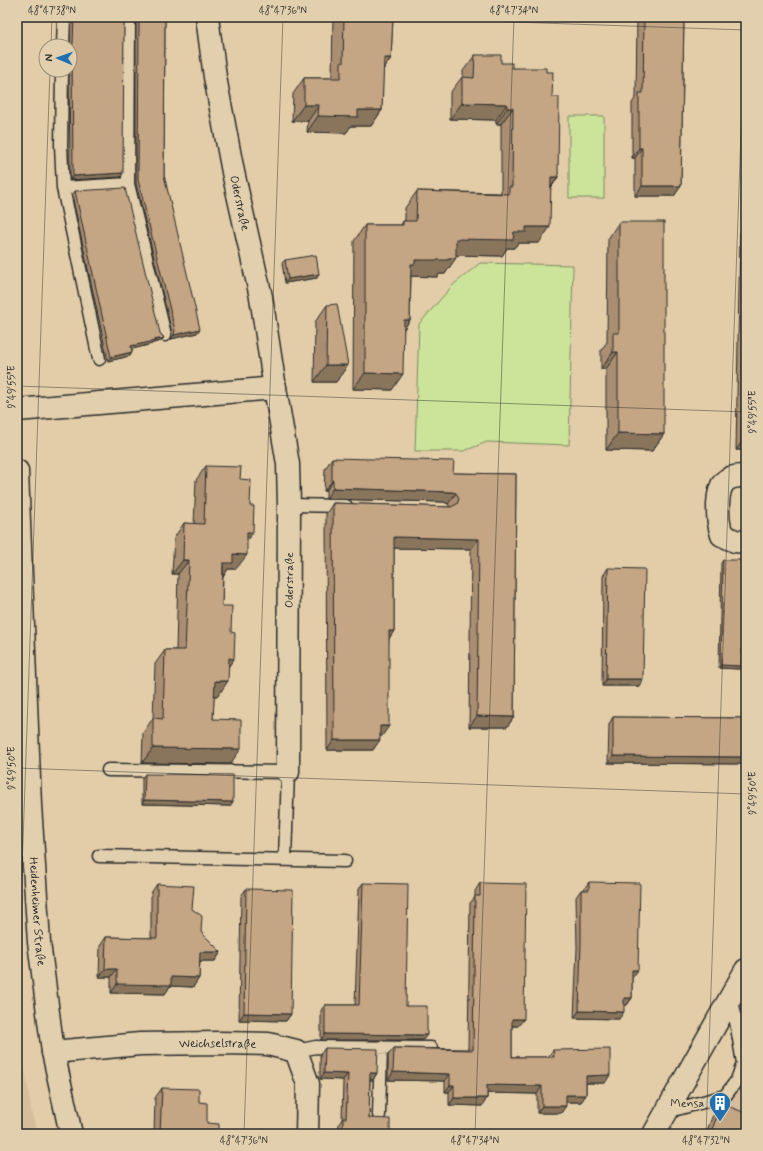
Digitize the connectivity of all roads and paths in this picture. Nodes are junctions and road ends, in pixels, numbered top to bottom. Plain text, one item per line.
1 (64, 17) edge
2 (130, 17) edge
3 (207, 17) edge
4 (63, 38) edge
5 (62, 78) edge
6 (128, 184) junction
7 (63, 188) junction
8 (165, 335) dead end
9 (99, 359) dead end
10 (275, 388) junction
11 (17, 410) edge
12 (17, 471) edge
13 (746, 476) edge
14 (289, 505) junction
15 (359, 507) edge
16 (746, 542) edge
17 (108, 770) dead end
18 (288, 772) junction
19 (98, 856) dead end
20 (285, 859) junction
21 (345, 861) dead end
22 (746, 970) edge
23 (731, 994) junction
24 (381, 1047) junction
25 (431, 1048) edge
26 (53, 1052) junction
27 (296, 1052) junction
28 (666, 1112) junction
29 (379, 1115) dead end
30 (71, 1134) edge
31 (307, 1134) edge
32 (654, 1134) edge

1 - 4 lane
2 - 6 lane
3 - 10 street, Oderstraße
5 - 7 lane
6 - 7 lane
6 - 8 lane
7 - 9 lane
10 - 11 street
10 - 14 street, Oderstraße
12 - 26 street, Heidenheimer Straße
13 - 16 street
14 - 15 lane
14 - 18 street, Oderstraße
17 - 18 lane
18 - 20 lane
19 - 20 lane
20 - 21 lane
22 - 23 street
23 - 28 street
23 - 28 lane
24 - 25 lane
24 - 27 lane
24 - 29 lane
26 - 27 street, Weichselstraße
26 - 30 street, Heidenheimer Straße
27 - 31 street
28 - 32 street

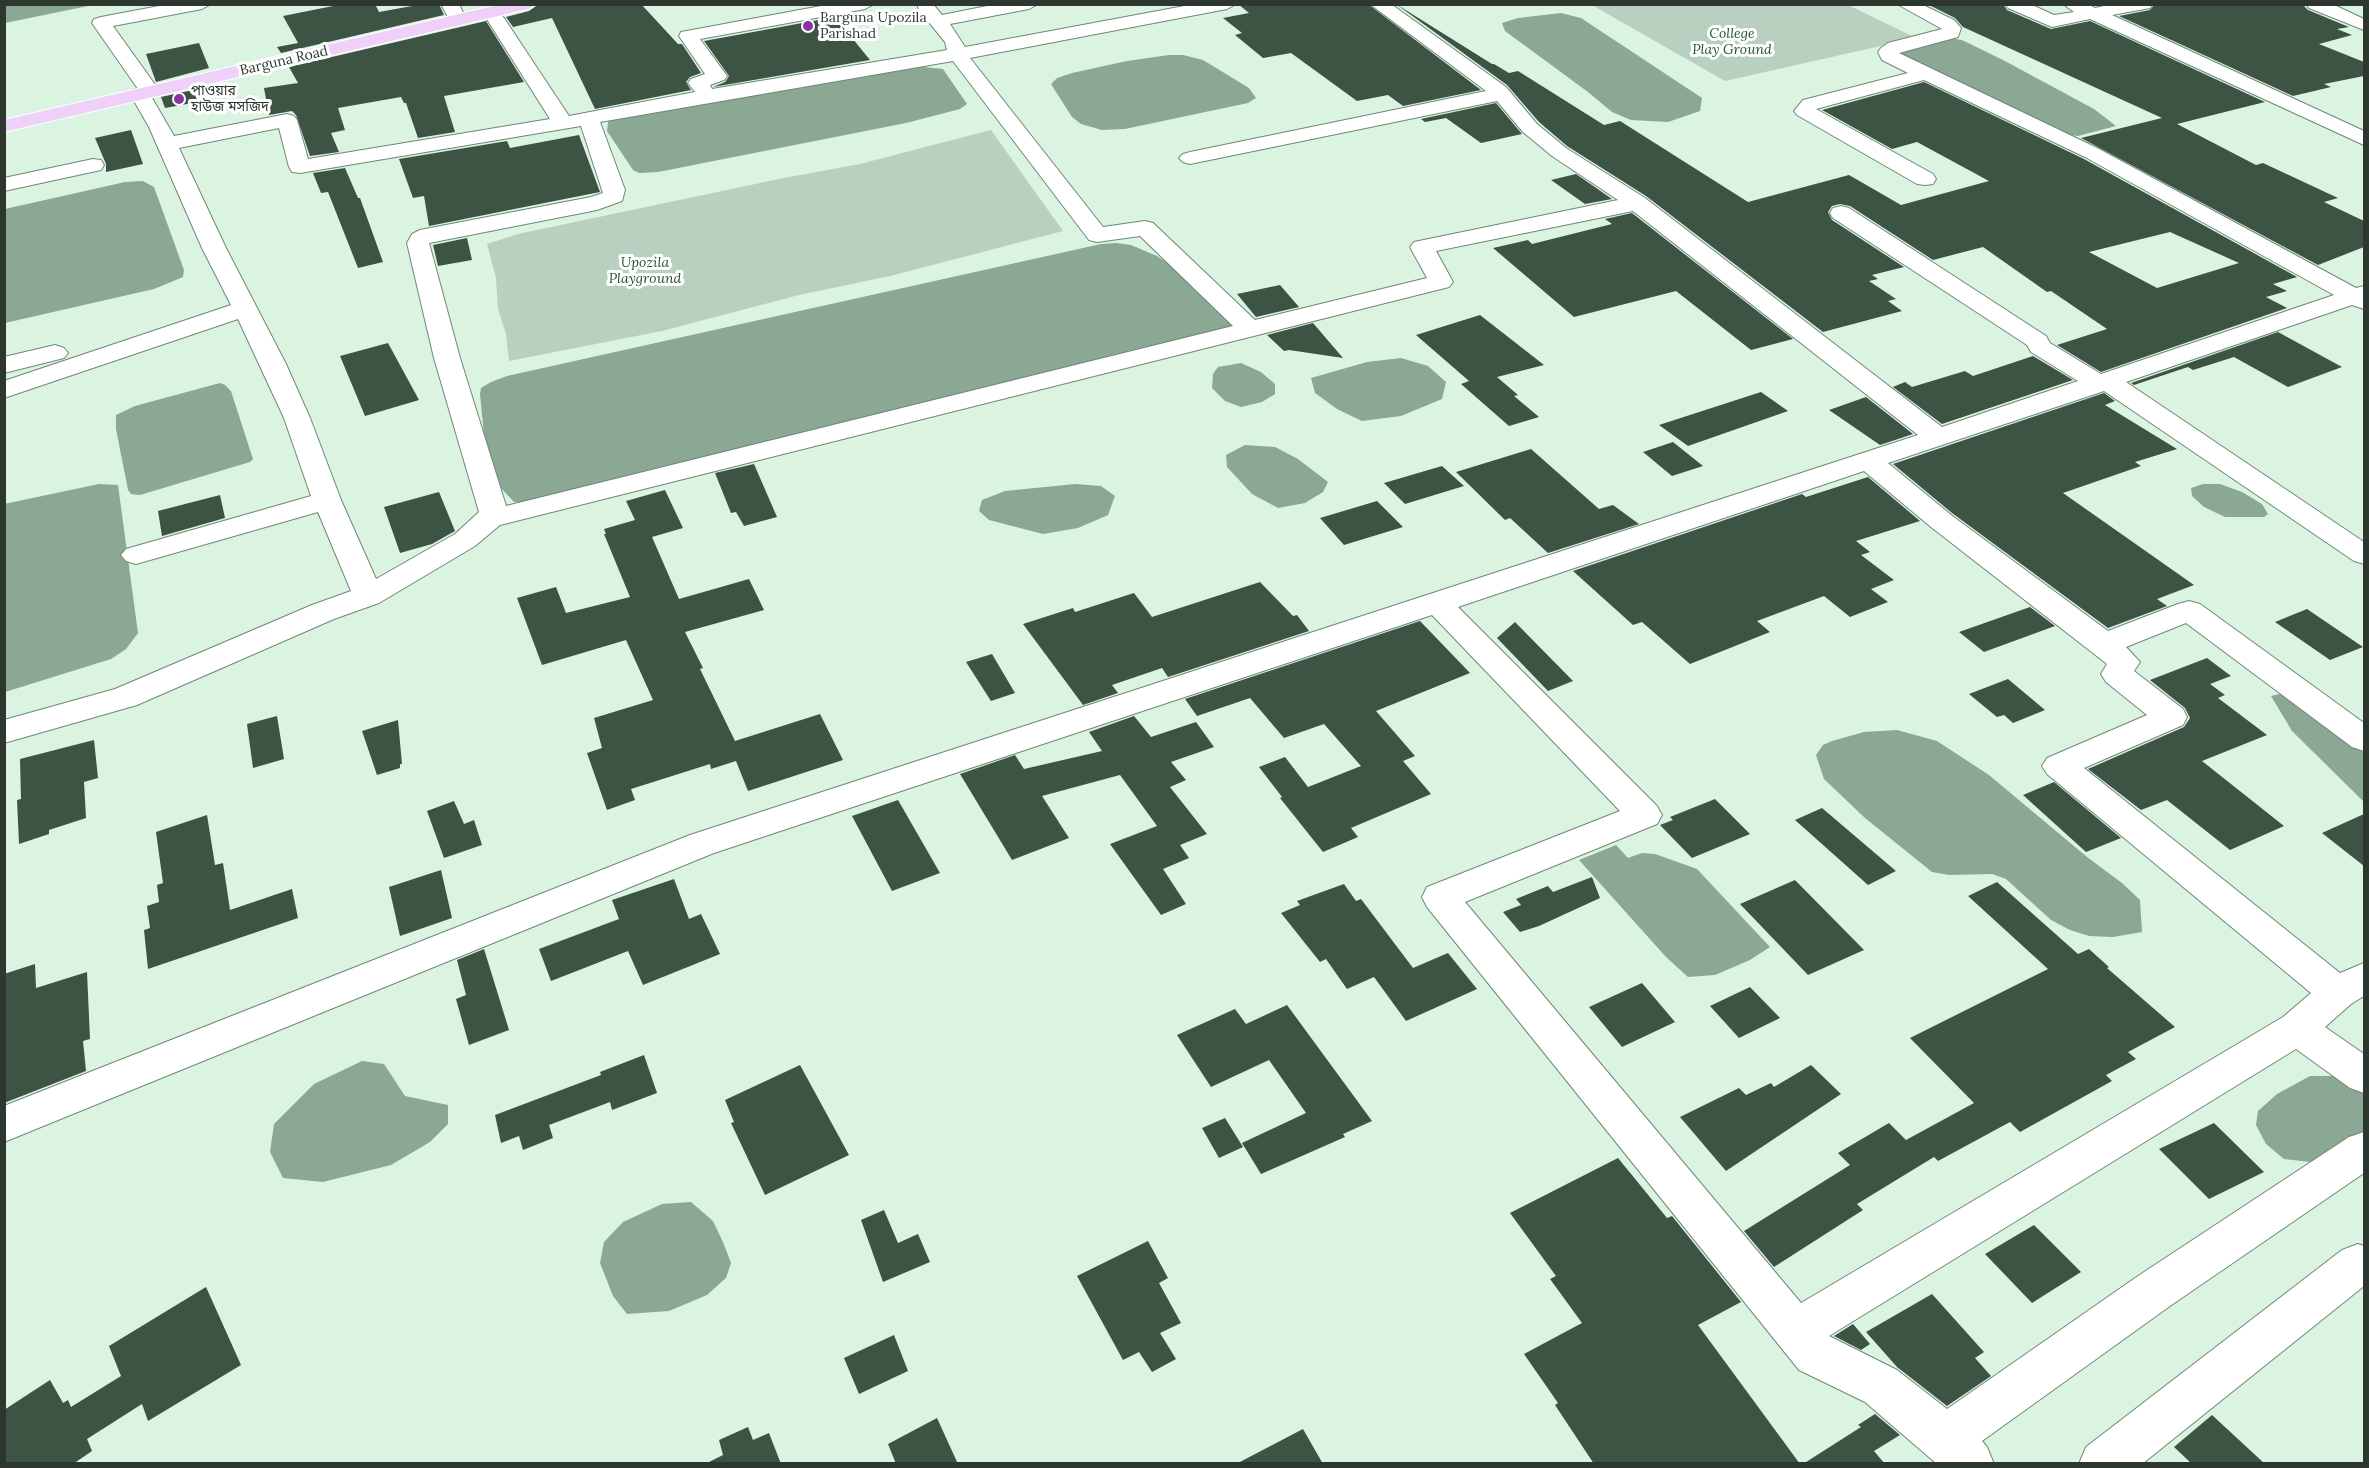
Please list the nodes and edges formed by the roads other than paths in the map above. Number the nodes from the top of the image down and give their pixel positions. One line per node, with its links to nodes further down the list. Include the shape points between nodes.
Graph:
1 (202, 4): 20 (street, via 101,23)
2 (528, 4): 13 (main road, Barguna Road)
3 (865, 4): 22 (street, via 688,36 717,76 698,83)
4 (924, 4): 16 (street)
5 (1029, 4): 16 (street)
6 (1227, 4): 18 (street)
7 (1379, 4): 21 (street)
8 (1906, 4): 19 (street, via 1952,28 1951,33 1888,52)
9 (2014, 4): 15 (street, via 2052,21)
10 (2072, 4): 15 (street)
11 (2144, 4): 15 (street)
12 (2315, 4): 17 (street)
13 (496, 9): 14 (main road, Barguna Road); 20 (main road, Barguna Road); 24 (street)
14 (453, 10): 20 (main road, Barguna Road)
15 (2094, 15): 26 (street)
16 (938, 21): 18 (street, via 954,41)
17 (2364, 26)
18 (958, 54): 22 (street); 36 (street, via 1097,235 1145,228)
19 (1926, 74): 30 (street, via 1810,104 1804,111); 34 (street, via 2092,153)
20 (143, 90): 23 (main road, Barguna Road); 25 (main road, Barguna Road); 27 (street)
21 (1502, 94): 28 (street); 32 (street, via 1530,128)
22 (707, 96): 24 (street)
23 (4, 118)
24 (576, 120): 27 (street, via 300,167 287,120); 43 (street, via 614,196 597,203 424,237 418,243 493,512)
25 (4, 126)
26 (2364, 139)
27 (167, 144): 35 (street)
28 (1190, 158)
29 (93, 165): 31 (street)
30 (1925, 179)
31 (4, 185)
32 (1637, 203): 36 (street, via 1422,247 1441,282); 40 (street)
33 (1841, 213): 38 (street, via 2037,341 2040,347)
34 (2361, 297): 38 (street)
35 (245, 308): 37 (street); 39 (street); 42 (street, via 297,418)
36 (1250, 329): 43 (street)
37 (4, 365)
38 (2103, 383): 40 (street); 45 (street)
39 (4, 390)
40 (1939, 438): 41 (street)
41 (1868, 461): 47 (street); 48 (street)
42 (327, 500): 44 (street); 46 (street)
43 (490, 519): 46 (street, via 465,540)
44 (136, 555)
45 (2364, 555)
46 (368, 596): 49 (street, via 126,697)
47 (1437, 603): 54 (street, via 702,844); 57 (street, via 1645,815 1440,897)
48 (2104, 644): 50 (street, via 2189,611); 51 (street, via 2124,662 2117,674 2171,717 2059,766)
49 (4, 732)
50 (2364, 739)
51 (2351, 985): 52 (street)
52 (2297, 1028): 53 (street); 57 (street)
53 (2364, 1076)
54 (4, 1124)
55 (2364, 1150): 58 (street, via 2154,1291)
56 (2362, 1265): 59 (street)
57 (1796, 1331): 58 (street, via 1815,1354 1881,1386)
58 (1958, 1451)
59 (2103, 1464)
☆ ☆ ☆ ☆
In the listing, find all lines with the string "roads" and copy them.

Exercise output
Digitize the connectivity of all roads and paths in this picture. Nodes are junctions and road ends, in pixels, numbered top to bottom. Plain text, one item per line.
Please list the nodes and edges formed by the roads other than paths in the map above. Number the nodes from the top of the image down and give their pixel positions. One line per node, with its links to nodes further down the list. Include the shape points between nodes.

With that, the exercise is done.